With 1.1 per cent of births to women under the age of 20, Switzerland recorded the lowest proportion of adolescent mothers in Europe in 2010, according to the first European report on perinatal health to include data from the Federal Statistical Office.This content was published on May 27, 2013 - 11:34
An international comparison by the EURO-PERISTAT project published on Monday found that the health of mothers and newborns, as well as the medical management of birth, varied greatly from one country to another.

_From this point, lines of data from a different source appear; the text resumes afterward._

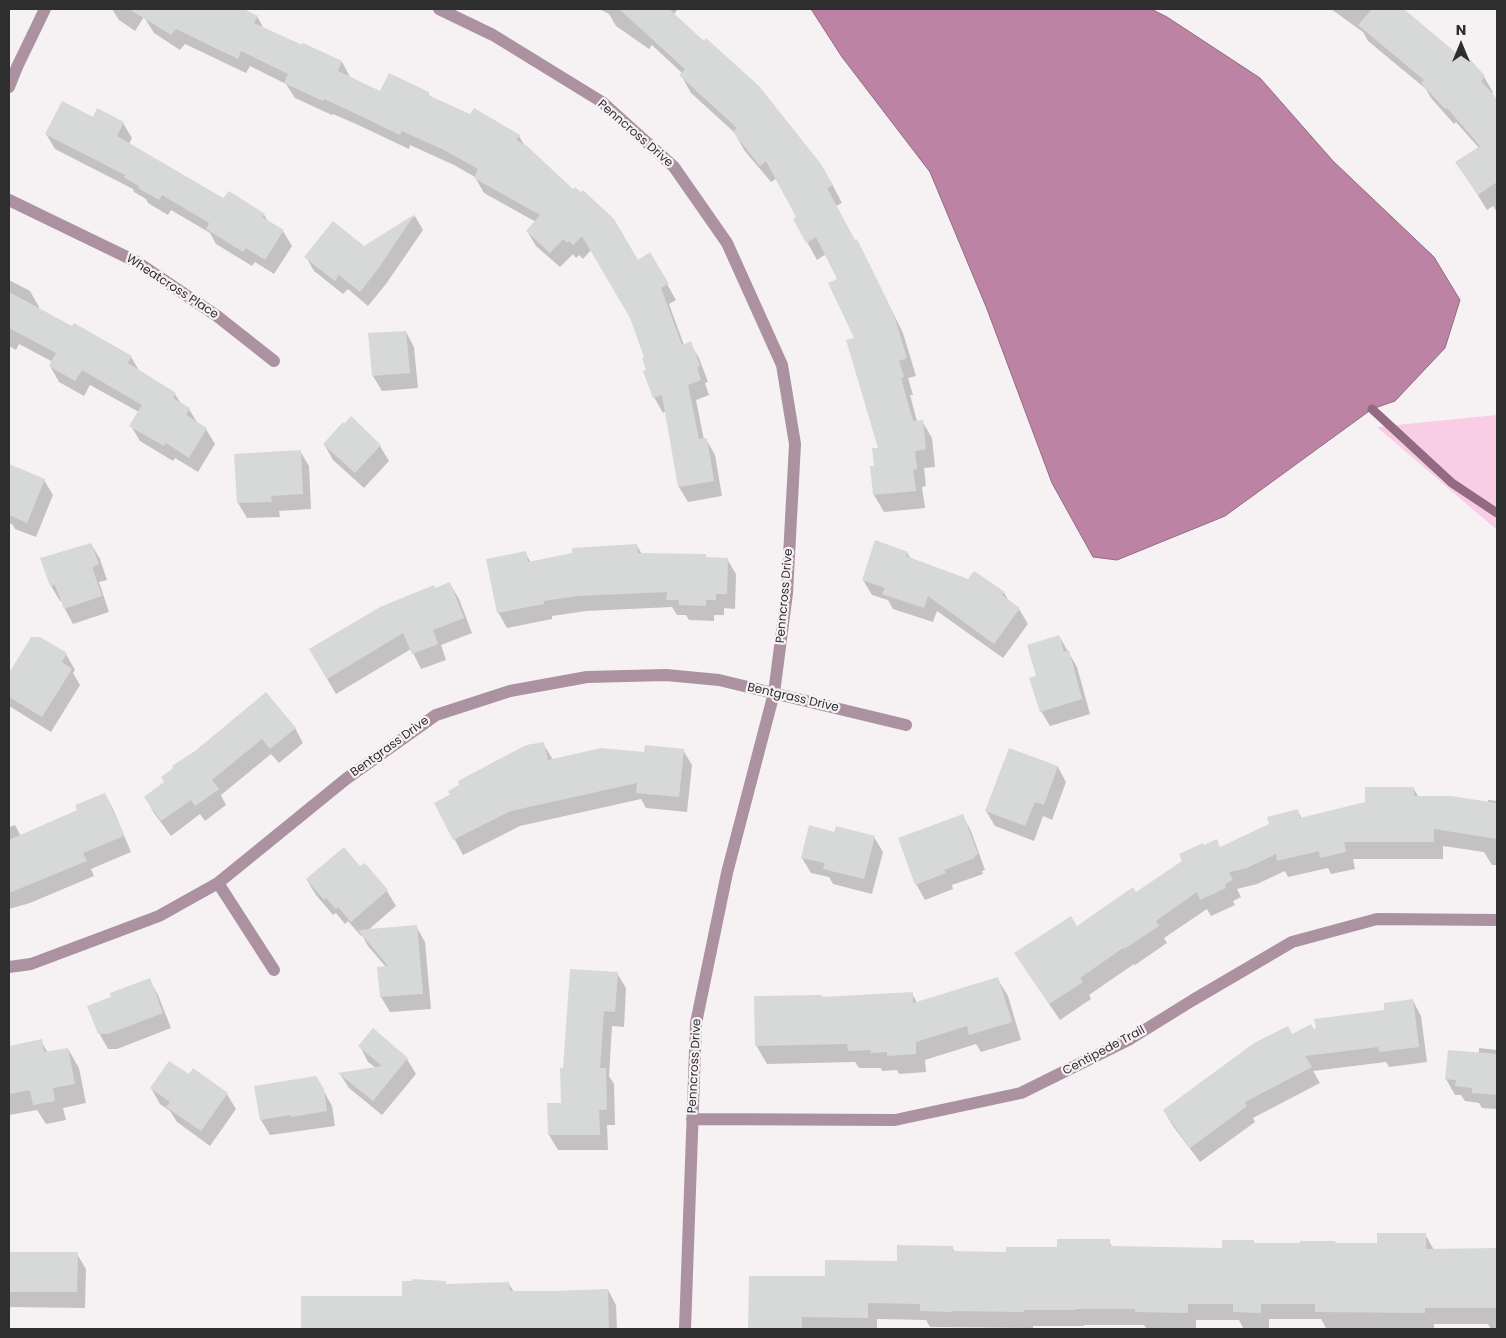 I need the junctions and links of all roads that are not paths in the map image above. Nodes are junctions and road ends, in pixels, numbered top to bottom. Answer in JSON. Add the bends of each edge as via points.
{"nodes":[{"id":1,"x":45,"y":9,"type":"edge"},
{"id":2,"x":439,"y":9,"type":"edge"},
{"id":3,"x":9,"y":87,"type":"edge"},
{"id":4,"x":9,"y":200,"type":"edge"},
{"id":5,"x":274,"y":361,"type":"dead end"},
{"id":6,"x":774,"y":693,"type":"junction"},
{"id":7,"x":906,"y":725,"type":"dead end"},
{"id":8,"x":218,"y":883,"type":"junction"},
{"id":9,"x":1497,"y":920,"type":"edge"},
{"id":10,"x":9,"y":967,"type":"edge"},
{"id":11,"x":274,"y":970,"type":"dead end"},
{"id":12,"x":692,"y":1120,"type":"junction"},
{"id":13,"x":685,"y":1329,"type":"edge"}],
"edges":[{"from":1,"to":3,"type":"street"},
{"from":2,"to":6,"type":"street","name":"Penncross Drive","via":[[493,35],[602,102],[674,167],[726,243],[782,364],[794,444],[788,592]]},
{"from":4,"to":5,"type":"street","name":"Wheatcross Place","via":[[137,262],[218,316]]},
{"from":6,"to":7,"type":"street","name":"Bentgrass Drive"},
{"from":6,"to":8,"type":"street","name":"Bentgrass Drive","via":[[719,680],[666,676],[587,677],[510,691],[436,714],[346,779]]},
{"from":6,"to":12,"type":"street","name":"Penncross Drive","via":[[727,873],[696,1023]]},
{"from":8,"to":10,"type":"street","name":"Bentgrass Drive","via":[[159,916],[31,964]]},
{"from":8,"to":11,"type":"street"},
{"from":9,"to":12,"type":"street","name":"Centipede Trail","via":[[1377,919],[1292,942],[1130,1039],[1021,1093],[896,1120]]},
{"from":12,"to":13,"type":"street","name":"Penncross Drive"}]}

For most of the indicators, Switzerland falls within the European average. However, in addition to the lowest proportion of young mothers, Switzerland also has one of the highest rates of mothers born abroad (41.1 per cent).

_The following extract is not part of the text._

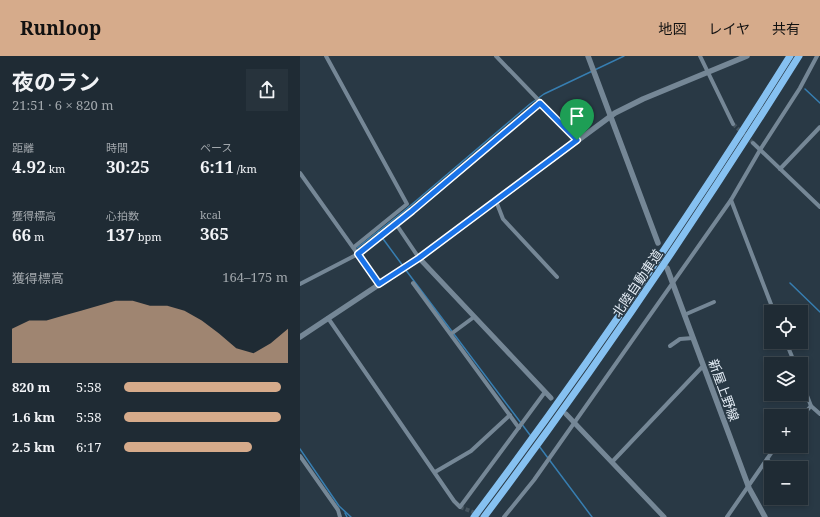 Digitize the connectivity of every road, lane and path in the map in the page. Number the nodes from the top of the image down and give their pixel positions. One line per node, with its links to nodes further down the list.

The health of mothers and newborns is a crucial area of public health, the statistical office said in a statement on Monday.
Over recent decades, technological advances have enabled more couples to conceive and more premature babies to survive, but they have also created new health risks.
Obstetrical practices change too, it pointed out, adding that good quality perinatal data and their international comparison were essential to a better understanding of these changes and their effects.
Profile of mothers
With 1.1 per cent of births to women under the age of 20 in 2010, Switzerland recorded the lowest proportion of adolescent mothers in Europe. In the other countries surveyed, this proportion ranges from 1.4 per cent (Denmark, Italy and the Netherlands) to 10.6 per cent (Romania).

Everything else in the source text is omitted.